The results suggest that in community-based services for persons with serious mental illness, boundary issues are encountered frequently and are not always dealt with conservatively, especially in rural communities. The data also show that providers’ justifications for their ethical decisions can reflect clients’ interests as well as formal policies, especially when the ethical dilemma involves a boundary issue. Providers’ years of experience and previous ethics training were independently related to having experienced dilemmas similar to the ones studied, but these variables were not related to decision making or justifications. The providers’ sex, ethnicity, and age had little or no influence on ethical decisions and reasoning, for which the best overall predictor was working in a rural setting.
These findings confirm that treatment plans and contracts should address gray areas in writing (for example, loaning money and contacts with third parties), and that any dilemmas encountered, decisions made, and justifications used should be documented in detail (2). Given the complexity of some situations and the evolving nature of community-based services, we should not expect to promote clear, sound ethical reasoning simply by prescribing do’s and don’t’s. Instead, we should encourage a process that gives explicit attention to ethical gray areas and to educating clients in boundary and privacy issues.
A focus on the decision-making process makes ethical reasoning less intuitive or rote and more based on understanding an interpersonal problem as an ethical dilemma and recognizing that the available decisions have differing value implications (7). Boundary problems not only threaten the client’s well-being and the effectiveness of treatment; they can also harm the provider (3).

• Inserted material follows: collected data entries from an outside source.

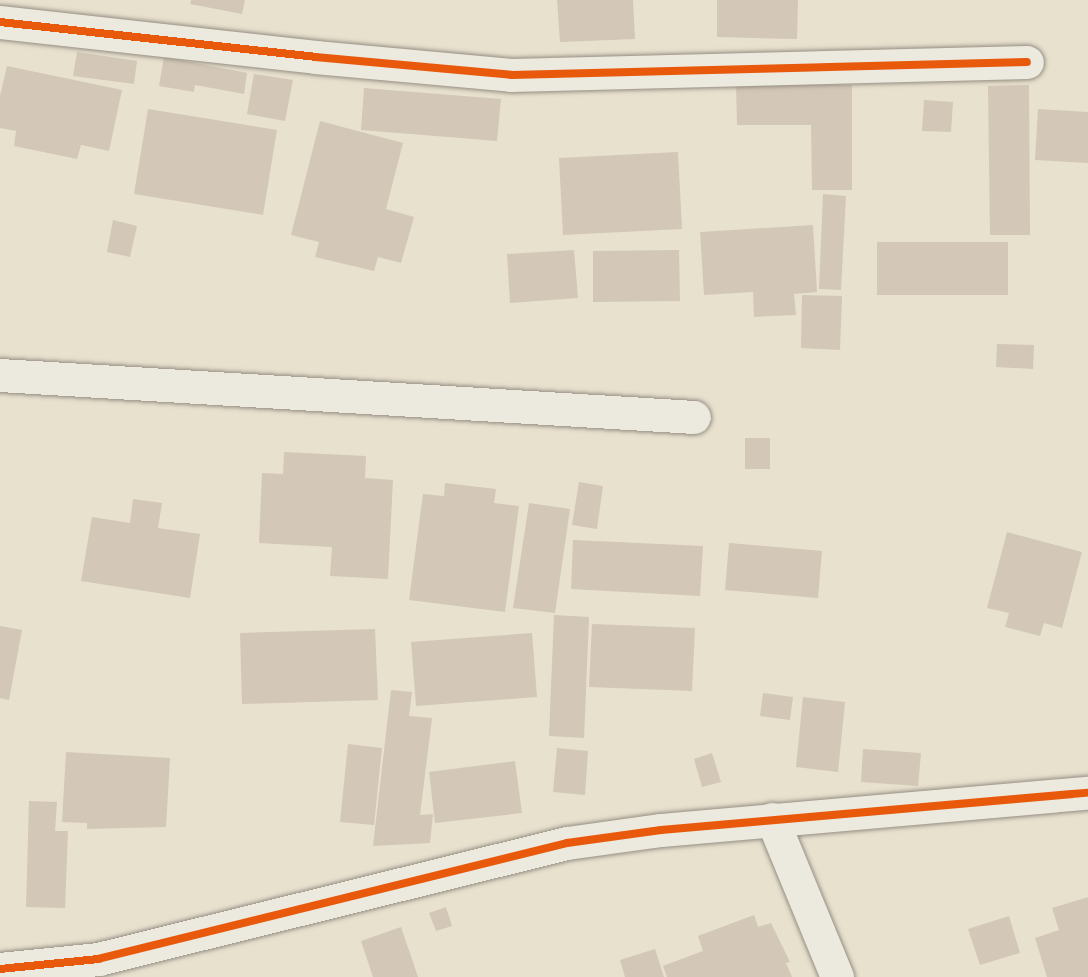 <!DOCTYPE html>
<html>
<head>
<meta charset="utf-8">
<style>
  body { margin:0 }
  #map { position:relative; width:1088px; height:977px; overflow:hidden; background:#e8e1ce; font-family:"Libre Bodoni",serif }
  div>[style] { position:absolute }
  [style*='--x'] { left:calc(var(--x)*1px); top:calc(var(--y)*1px); width:calc(var(--w)*1px); rotate:calc(var(--a)*1deg) }
  .building>* { inset:0; background:#d3c7b7 }
  .roads { filter:drop-shadow(0 0 2px #968e82) drop-shadow(0 0 2px #968e82) }
  .minor>* { height:33px; margin:-16.5px; padding:0 16.5px; transform-origin:16.5px; border-radius:16.5px; background:#ece9df }
  .cycleway>* { height:8px; margin:-4px; padding:0 4px; transform-origin:4px; border-radius:4px; background:#e8590c }
  span { translate:-50% -50%; white-space:nowrap; text-align:center; line-height:1.15; -webkit-text-stroke:5px #f7efd8; paint-order:stroke }
</style>
</head>
<body>
<div id="map">
  <div class="building">
    <div style="clip-path:polygon(191px 0,245px 0,242px 14px,190px 4px)"></div>
    <div style="clip-path:polygon(557px 0,633px 0,635px 39px,560px 42px)"></div>
    <div style="clip-path:polygon(717px 0,798px 0,797px 39px,717px 37px)"></div>
    <div style="clip-path:polygon(77px 52px,137px 61px,134px 84px,73px 76px)"></div>
    <div style="clip-path:polygon(164px 57px,247px 73px,244px 94px,195px 85px,194px 92px,159px 86px)"></div>
    <div style="clip-path:polygon(7px 66px,122px 90px,109px 151px,81px 145px,77px 159px,14px 146px,16px 131px,0 128px,0 96px)"></div>
    <div style="clip-path:polygon(254px 74px,293px 80px,285px 121px,247px 114px)"></div>
    <div style="clip-path:polygon(736px 84px,852px 85px,852px 190px,812px 190px,811px 125px,737px 125px)"></div>
    <div style="clip-path:polygon(1029px 85px,1030px 235px,990px 235px,988px 86px)"></div>
    <div style="clip-path:polygon(364px 88px,501px 99px,497px 141px,361px 130px)"></div>
    <div style="clip-path:polygon(924px 100px,953px 102px,951px 132px,922px 131px)"></div>
    <div style="clip-path:polygon(148px 109px,277px 130px,263px 215px,134px 194px)"></div>
    <div style="clip-path:polygon(1038px 109px,1088px 112px,1088px 163px,1035px 160px)"></div>
    <div style="clip-path:polygon(320px 121px,403px 143px,386px 209px,414px 217px,401px 263px,378px 257px,374px 271px,315px 257px,319px 242px,291px 235px)"></div>
    <div style="clip-path:polygon(678px 152px,682px 229px,563px 235px,559px 158px)"></div>
    <div style="clip-path:polygon(823px 194px,846px 196px,841px 290px,819px 289px)"></div>
    <div style="clip-path:polygon(113px 220px,137px 226px,130px 257px,107px 252px)"></div>
    <div style="clip-path:polygon(813px 225px,817px 292px,794px 294px,796px 315px,754px 317px,753px 292px,704px 295px,700px 232px)"></div>
    <div style="clip-path:polygon(877px 242px,1008px 242px,1008px 295px,877px 295px)"></div>
    <div style="clip-path:polygon(574px 250px,578px 298px,510px 303px,507px 254px)"></div>
    <div style="clip-path:polygon(679px 250px,680px 301px,593px 302px,593px 251px)"></div>
    <div style="clip-path:polygon(802px 295px,842px 296px,840px 350px,801px 348px)"></div>
    <div style="clip-path:polygon(997px 344px,1034px 345px,1033px 369px,996px 367px)"></div>
    <div style="clip-path:polygon(745px 438px,770px 438px,770px 469px,745px 469px)"></div>
    <div style="clip-path:polygon(284px 452px,366px 456px,365px 478px,393px 480px,388px 579px,330px 576px,332px 547px,259px 543px,262px 473px,283px 474px)"></div>
    <div style="clip-path:polygon(579px 482px,603px 486px,597px 529px,572px 525px)"></div>
    <div style="clip-path:polygon(445px 483px,496px 489px,494px 503px,519px 506px,505px 612px,409px 600px,423px 494px,444px 496px)"></div>
    <div style="clip-path:polygon(133px 499px,162px 503px,158px 528px,200px 534px,190px 598px,81px 581px,92px 517px,130px 523px)"></div>
    <div style="clip-path:polygon(529px 503px,570px 509px,555px 613px,513px 608px)"></div>
    <div style="clip-path:polygon(1007px 532px,1082px 552px,1062px 628px,1044px 623px,1040px 636px,1005px 627px,1009px 613px,987px 608px)"></div>
    <div style="clip-path:polygon(573px 540px,703px 546px,700px 596px,571px 589px)"></div>
    <div style="clip-path:polygon(729px 543px,822px 551px,818px 598px,725px 590px)"></div>
    <div style="clip-path:polygon(554px 615px,589px 617px,584px 738px,549px 736px)"></div>
    <div style="clip-path:polygon(592px 624px,695px 628px,692px 691px,589px 687px)"></div>
    <div style="clip-path:polygon(0 626px,22px 630px,9px 700px,0 698px)"></div>
    <div style="clip-path:polygon(375px 629px,378px 700px,242px 704px,240px 633px)"></div>
    <div style="clip-path:polygon(532px 633px,537px 697px,416px 706px,411px 642px)"></div>
    <div style="clip-path:polygon(391px 690px,412px 692px,409px 716px,432px 718px,420px 815px,433px 814px,430px 843px,373px 846px)"></div>
    <div style="clip-path:polygon(763px 693px,793px 697px,790px 720px,760px 716px)"></div>
    <div style="clip-path:polygon(803px 697px,845px 702px,838px 772px,796px 767px)"></div>
    <div style="clip-path:polygon(348px 744px,382px 748px,374px 825px,340px 822px)"></div>
    <div style="clip-path:polygon(557px 748px,588px 751px,585px 795px,553px 792px)"></div>
    <div style="clip-path:polygon(863px 749px,921px 753px,918px 786px,861px 782px)"></div>
    <div style="clip-path:polygon(66px 752px,170px 758px,166px 827px,87px 829px,87px 823px,62px 822px)"></div>
    <div style="clip-path:polygon(712px 753px,721px 782px,702px 787px,694px 759px)"></div>
    <div style="clip-path:polygon(515px 761px,522px 813px,435px 823px,429px 772px)"></div>
    <div style="clip-path:polygon(29px 801px,57px 802px,55px 831px,68px 831px,65px 908px,26px 907px)"></div>
    <div style="clip-path:polygon(1088px 897px,1088px 977px,1047px 977px,1035px 938px,1059px 930px,1052px 908px)"></div>
    <div style="clip-path:polygon(446px 907px,452px 926px,436px 931px,429px 913px)"></div>
    <div style="clip-path:polygon(754px 915px,758px 927px,771px 923px,790px 962px,786px 963px,792px 977px,667px 977px,663px 966px,703px 951px,698px 936px)"></div>
    <div style="clip-path:polygon(1009px 916px,1020px 953px,980px 965px,968px 929px)"></div>
    <div style="clip-path:polygon(401px 927px,418px 977px,373px 977px,361px 941px)"></div>
    <div style="clip-path:polygon(655px 949px,664px 977px,625px 977px,620px 960px)"></div>
  </div>
  <div class="roads">
    <div class="minor">
      <div style="--x:0;--y:22;--w:317;--a:6.3"></div>
      <div style="--x:315;--y:57;--w:197;--a:5.2"></div>
      <div style="--x:511;--y:75;--w:516;--a:-1.44"></div>
      <div style="--x:0;--y:375;--w:695;--a:3.46"></div>
      <div style="--x:772;--y:819;--w:171;--a:67.6"></div>
      <div style="--x:0;--y:969;--w:99;--a:-5.8"></div>
      <div style="--x:98;--y:959;--w:483;--a:-13.9"></div>
      <div style="--x:567;--y:843;--w:95;--a:-7.9"></div>
      <div style="--x:661;--y:830;--w:429;--a:-5"></div>
    </div>
  </div>
  <div class="cycleway">
    <div style="--x:0;--y:22;--w:317;--a:6.3"></div>
    <div style="--x:315;--y:57;--w:197;--a:5.2"></div>
    <div style="--x:511;--y:75;--w:516;--a:-1.44"></div>
    <div style="--x:0;--y:969;--w:99;--a:-5.8"></div>
    <div style="--x:98;--y:959;--w:483;--a:-13.9"></div>
    <div style="--x:567;--y:843;--w:95;--a:-7.9"></div>
    <div style="--x:661;--y:830;--w:429;--a:-5"></div>
  </div>
</div>
</body>
</html>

Increased use of provider teams, rather than individual caseloads, may offer a safeguard against boundary and privacy violations, as would more use of direct collaboration with others in the consumer’s natural context, such as family members (23).

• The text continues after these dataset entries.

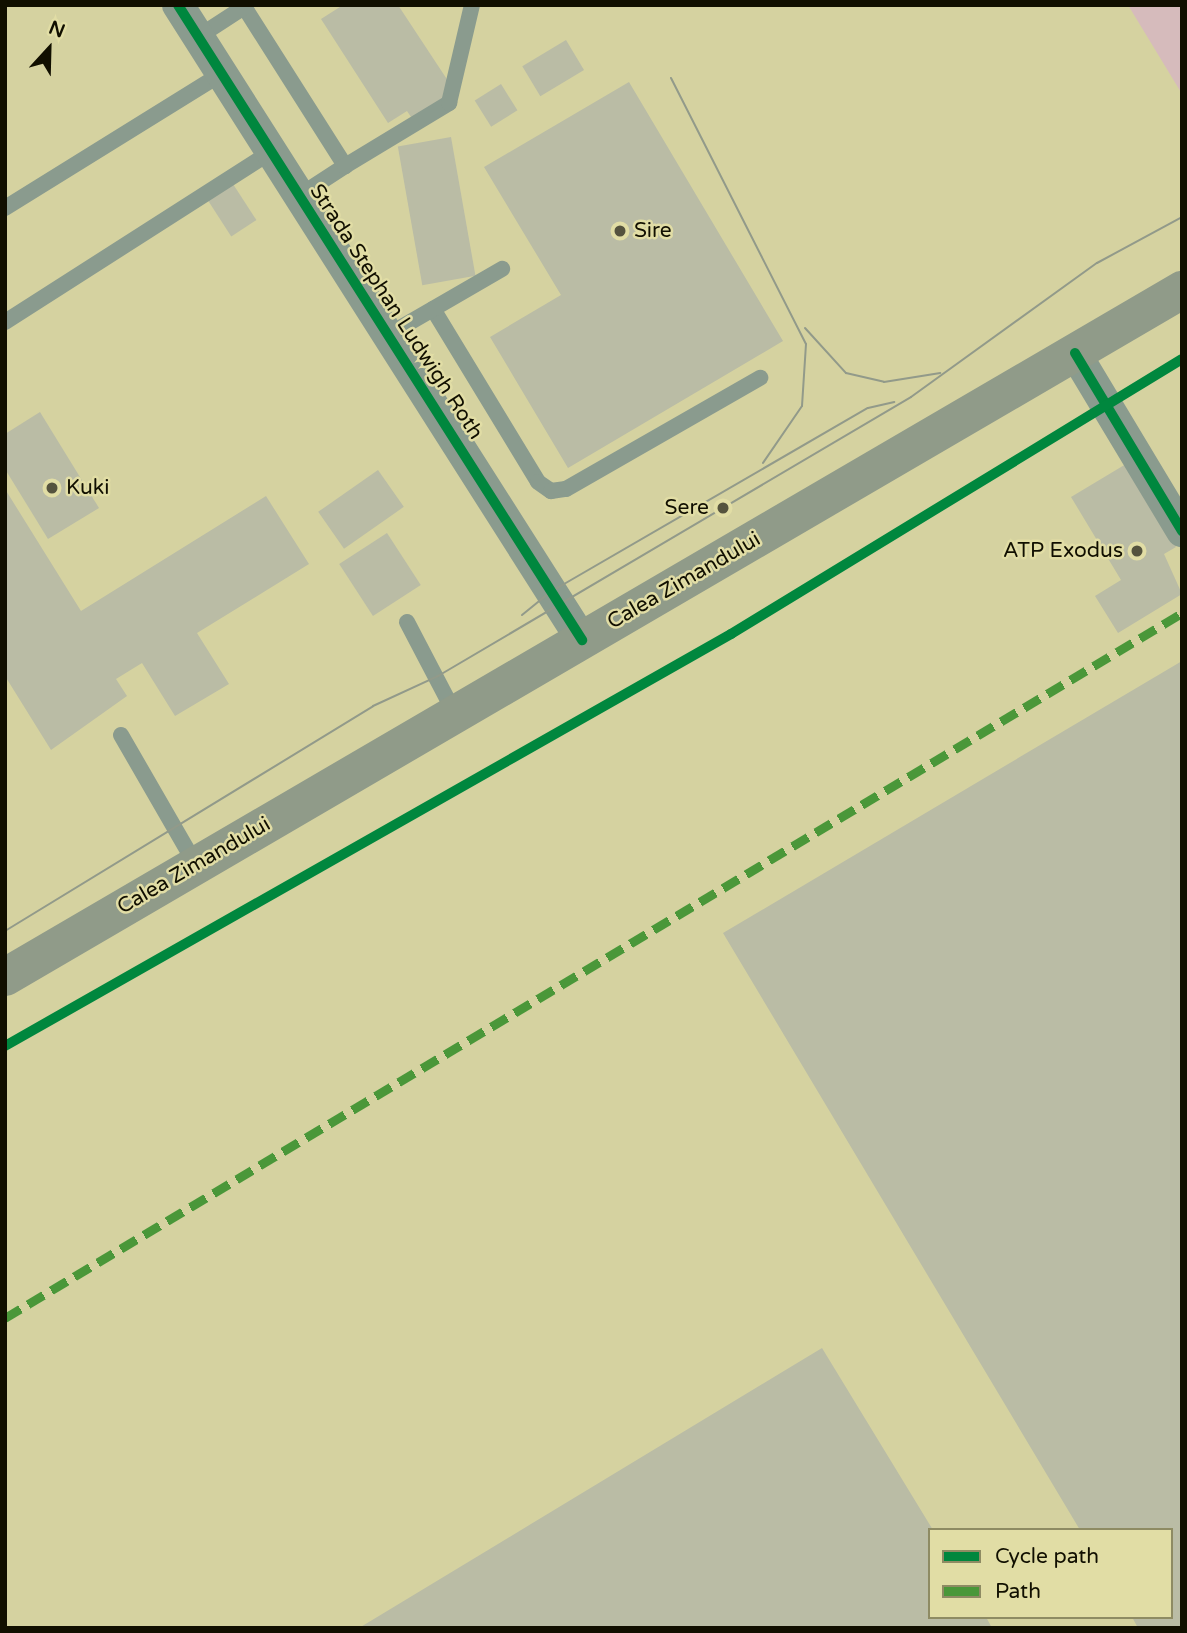 <!DOCTYPE html>
<html>
<head>
<meta charset="utf-8">
<style>
	body { margin:0 }
	#map { position:relative; width:1187px; height:1633px; overflow:hidden; background:#d3d1b2; font-family:"Varela Round",sans-serif }
	div>[style] { position:absolute }
	[style*='--x'] { left:calc(var(--x)*1px); top:calc(var(--y)*1px); width:calc(var(--w)*1px); rotate:calc(var(--a)*1deg) }
	.built>* { inset:0; background:#d5d2a0 }
	.green>* { inset:0; background:#d6bbbc }
	.building>* { inset:0; background:#babca5; transform-origin:0 0 }
	.service>* { height:16px; margin:-8px; padding:0 8px; transform-origin:8px; border-radius:8px; background:#8a9b8e }
	.minor>* { height:32px; margin:-16px; padding:0 16px; transform-origin:16px; border-radius:16px; background:#8a9b8e }
	.primary>* { height:38px; margin:-19px; padding:0 19px; transform-origin:19px; border-radius:19px; background:#909b89 }
	.tram>* { height:2px; margin:-1px; padding:0 1px; transform-origin:1px; border-radius:1px; background:#929a8a }
	.quiet>* { height:9px; margin-top:-4.5px; transform-origin:0; background:repeating-linear-gradient(90deg,#4a9739 0 18px,transparent 0 27px) }
	.cycleway>* { height:10px; margin:-5px; padding:0 5px; transform-origin:5px; border-radius:5px; background:#00873e }
	.dots>* { width:19px; height:19px; translate:-50% -50%; box-sizing:border-box; border:4px solid #e1dda5; border-radius:50% }
	span { translate:-50% -50%; white-space:nowrap; text-align:center; line-height:1.15; -webkit-text-stroke:5px #e1dda5; paint-order:stroke }
	.poi-label { font-size:21px; color:#110f00 }
	.left { translate:0 -50%; text-align:left }
	.right { translate:-100% -50%; text-align:right }
	.street-label { font-size:21px; color:#110f00 }
	.frame { position:absolute; inset:0; border:7px solid #110f00; pointer-events:none }
	.legend { position:absolute; left:928px; top:1528px; width:245px; height:91px; box-sizing:border-box; background:#e1dda5; border:2px solid #8e8b63; margin:0; padding:9px 12px; list-style:none; font-size:21px; color:#110f00 }
	.legend li { display:flex; align-items:center; gap:14px; height:35px }
	.legend b { width:35px; border:2px solid #8e8b63 }
	.north { position:absolute; left:14px; top:14px; width:70px; height:70px; -webkit-text-stroke:5px #e1dda5; paint-order:stroke; rotate:22deg; font-size:19px; font-weight:700; line-height:28px; text-align:center; color:#110f00 }
	.north::after { content:''; display:block; margin:auto; width:24px; height:32px; background:#110f00; clip-path:polygon(50% 0,100% 100%,50% 72%,0 100%) }
</style>
</head>
<body>
<div id="map">
	<div class="built">
		<i style="clip-path:polygon(evenodd,5px 5px,1182px 5px,1182px 1628px,5px 1628px,5px 5px,930px 1530px,1171px 1530px,1171px 1617px,930px 1617px,930px 1530px)"></i>
	</div>
	<div class="green">
		<i style="clip-path:polygon(1128px 5px,1182px 5px,1182px 94px)"></i>
	</div>
	<div class="building">
		<i style="clip-path:polygon(343px 5px,398px 5px,458px 96px,415px 123px,407px 111px,388px 123px,321px 19px)"></i>
		<i style="left:566px;top:40px;width:35px;height:51px;rotate:59deg"></i>
		<i style="clip-path:polygon(629px 82px,783px 341px,568px 468px,490px 337px,561px 295px,484px 167px)"></i>
		<i style="left:501px;top:84px;width:31px;height:31px;rotate:58deg"></i>
		<i style="left:451px;top:137px;width:141px;height:54px;rotate:80deg"></i>
		<i style="left:233px;top:184px;width:43px;height:30px;rotate:57deg"></i>
		<i style="clip-path:polygon(40px 412px,99px 508px,48px 539px,5px 469px,5px 434px)"></i>
		<i style="clip-path:polygon(1126px 464px,1176px 547px,1164px 554px,1182px 594px,1118px 633px,1095px 596px,1121px 580px,1071px 497px)"></i>
		<i style="left:378px;top:470px;width:45px;height:73px;rotate:55deg"></i>
		<i style="clip-path:polygon(5px 489px,81px 611px,266px 496px,309px 564px,197px 633px,229px 684px,175px 716px,142px 663px,116px 679px,127px 696px,51px 750px,5px 676px)"></i>
		<i style="left:387px;top:533px;width:62px;height:57px;rotate:57deg"></i>
		<i style="clip-path:polygon(1182px 661px,1182px 1628px,1138px 1628px,1132px 1617px,1171px 1617px,1171px 1530px,1080px 1530px,723px 933px)"></i>
		<i style="clip-path:polygon(822px 1348px,933px 1530px,930px 1617px,986px 1617px,992px 1628px,359px 1628px)"></i>
	</div>
	<div class="service">
		<i style="--x:243;--y:5;--w:191;--a:57.6"></i>
		<i style="--x:345;--y:166;--w:55;--a:146.9"></i>
		<i style="--x:198;--y:37;--w:55;--a:-33.1"></i>
		<i style="--x:345;--y:166;--w:122;--a:-31.2"></i>
		<i style="--x:449;--y:103;--w:101;--a:-76.8"></i>
		<i style="--x:5;--y:208;--w:254;--a:-31.8"></i>
		<i style="--x:433;--y:309;--w:202;--a:58.7"></i>
		<i style="--x:538;--y:482;--w:16;--a:35"></i>
		<i style="--x:551;--y:491;--w:15;--a:-8"></i>
		<i style="--x:566;--y:489;--w:224;--a:-29.8"></i>
		<i style="--x:5;--y:322;--w:316;--a:-32.6"></i>
		<i style="--x:388;--y:335;--w:132;--a:-30.1"></i>
		<i style="--x:407;--y:622;--w:104;--a:62.4"></i>
		<i style="--x:121;--y:735;--w:150;--a:60"></i>
	</div>
	<div class="minor">
		<i style="--x:178;--y:5;--w:753;--a:57.53"></i>
		<i style="--x:1075;--y:353;--w:208;--a:59"></i>
	</div>
	<div class="primary">
		<i style="--x:5;--y:977;--w:1363;--a:-30.27"></i>
	</div>
	<div class="tram">
		<i style="--x:671;--y:78;--w:298;--a:63.1"></i>
		<i style="--x:806;--y:344;--w:62;--a:93.7"></i>
		<i style="--x:802;--y:406;--w:69;--a:124.4"></i>
		<i style="--x:805;--y:328;--w:61;--a:47.7"></i>
		<i style="--x:846;--y:373;--w:39;--a:13"></i>
		<i style="--x:884;--y:382;--w:57;--a:-9.1"></i>
		<i style="--x:522;--y:615;--w:38;--a:-39"></i>
		<i style="--x:552;--y:591;--w:365;--a:-30.1"></i>
		<i style="--x:868;--y:408;--w:27;--a:-13"></i>
		<i style="--x:5;--y:931;--w:431;--a:-31.4"></i>
		<i style="--x:373;--y:706;--w:72;--a:-24.8"></i>
		<i style="--x:438;--y:676;--w:549;--a:-30.53"></i>
		<i style="--x:911;--y:397;--w:229;--a:-35.8"></i>
		<i style="--x:1097;--y:263;--w:97;--a:-28.4"></i>
	</div>
	<div class="quiet">
		<i style="--x:5;--y:1318;--w:1372;--a:-30.92"></i>
	</div>
	<div class="cycleway">
		<i style="--x:178;--y:5;--w:753;--a:57.53"></i>
		<i style="--x:1075;--y:353;--w:208;--a:59"></i>
		<i style="--x:5;--y:1046;--w:835;--a:-29.57"></i>
		<i style="--x:731;--y:634;--w:528;--a:-31.37"></i>
	</div>
	<div class="dots">
		<i style="left:620px;top:231px;background:#55533e"></i>
		<i style="left:52px;top:488px;background:#55533e"></i>
		<i style="left:723px;top:508px;background:#55533e"></i>
		<i style="left:1137px;top:551px;background:#55533e"></i>
	</div>
	<div class="poi-label">
		<span class="left" style="left:634px;top:231px">Sire</span>
		<span class="left" style="left:66px;top:488px">Kuki</span>
		<span class="right" style="left:709px;top:508px">Sere</span>
		<span class="right" style="left:1123px;top:551px">ATP Exodus</span>
	</div>
	<div class="street-label">
		<span style="left:396px;top:312px;rotate:57deg">Strada Stephan Ludwigh Roth</span>
		<span style="left:684px;top:581px;rotate:-30deg">Calea Zimandului</span>
		<span style="left:194px;top:866px;rotate:-30deg">Calea Zimandului</span>
	</div>
	<div class="frame"></div>
	<ul class="legend">
	<li><b style="height:9px;background:#00873e"></b>Cycle path</li>
	<li><b style="height:9px;background:#4a9739"></b>Path</li>
	</ul>
	<div class="north">N</div>
</div>
</body>
</html>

The decisions studied here were hypothetical. To understand what individual staff think, we contrived the vignettes so participants were forced to make an immediate decision with no opportunity to check with a supervisor or obtain a release of confidential information. Thus providers’ real-life decisions might not always have been the same as those reported here. Furthermore, the ten boundary dilemmas and four confidentiality dilemmas were weighted equally, yet evidence (17) and common sense suggest that they vary in seriousness. Our coding of some decisions reflected our special focus on front-line providers who lack extensive professional training, such as training to process a client’s transference. For example, a participant’s decision to work through a client’s crush therapeutically instead of transferring the client to another was coded as a less conservative, boundary-crossing decision.
In general, however, these vignettes and participants’ responses to them were meaningful and informative and demonstrate that providers are sensitive to ethical dilemmas, make careful decisions, and justify their decisions in ethically defensible ways. For each vignette, many providers indicated that they had had a similar experience, and many also suggested alternative courses of action that might have resolved the dilemma, demonstrating the relevance of these dilemmas to their work experiences.
With public policy geared to expanding case management and other high-intensity community-based services for persons with serious mental illness, a better understanding of ethical risks and practices will improve the effectiveness and efficiency of services and the training and supervision of staff. Coupled with more attention to overlapping client-provider relationships in nonurban communities, promoting ethically sound practice will be increasingly important as more clients become providers and the impact of consumer self-help groups reduces the interpersonal distance between givers and receivers of help.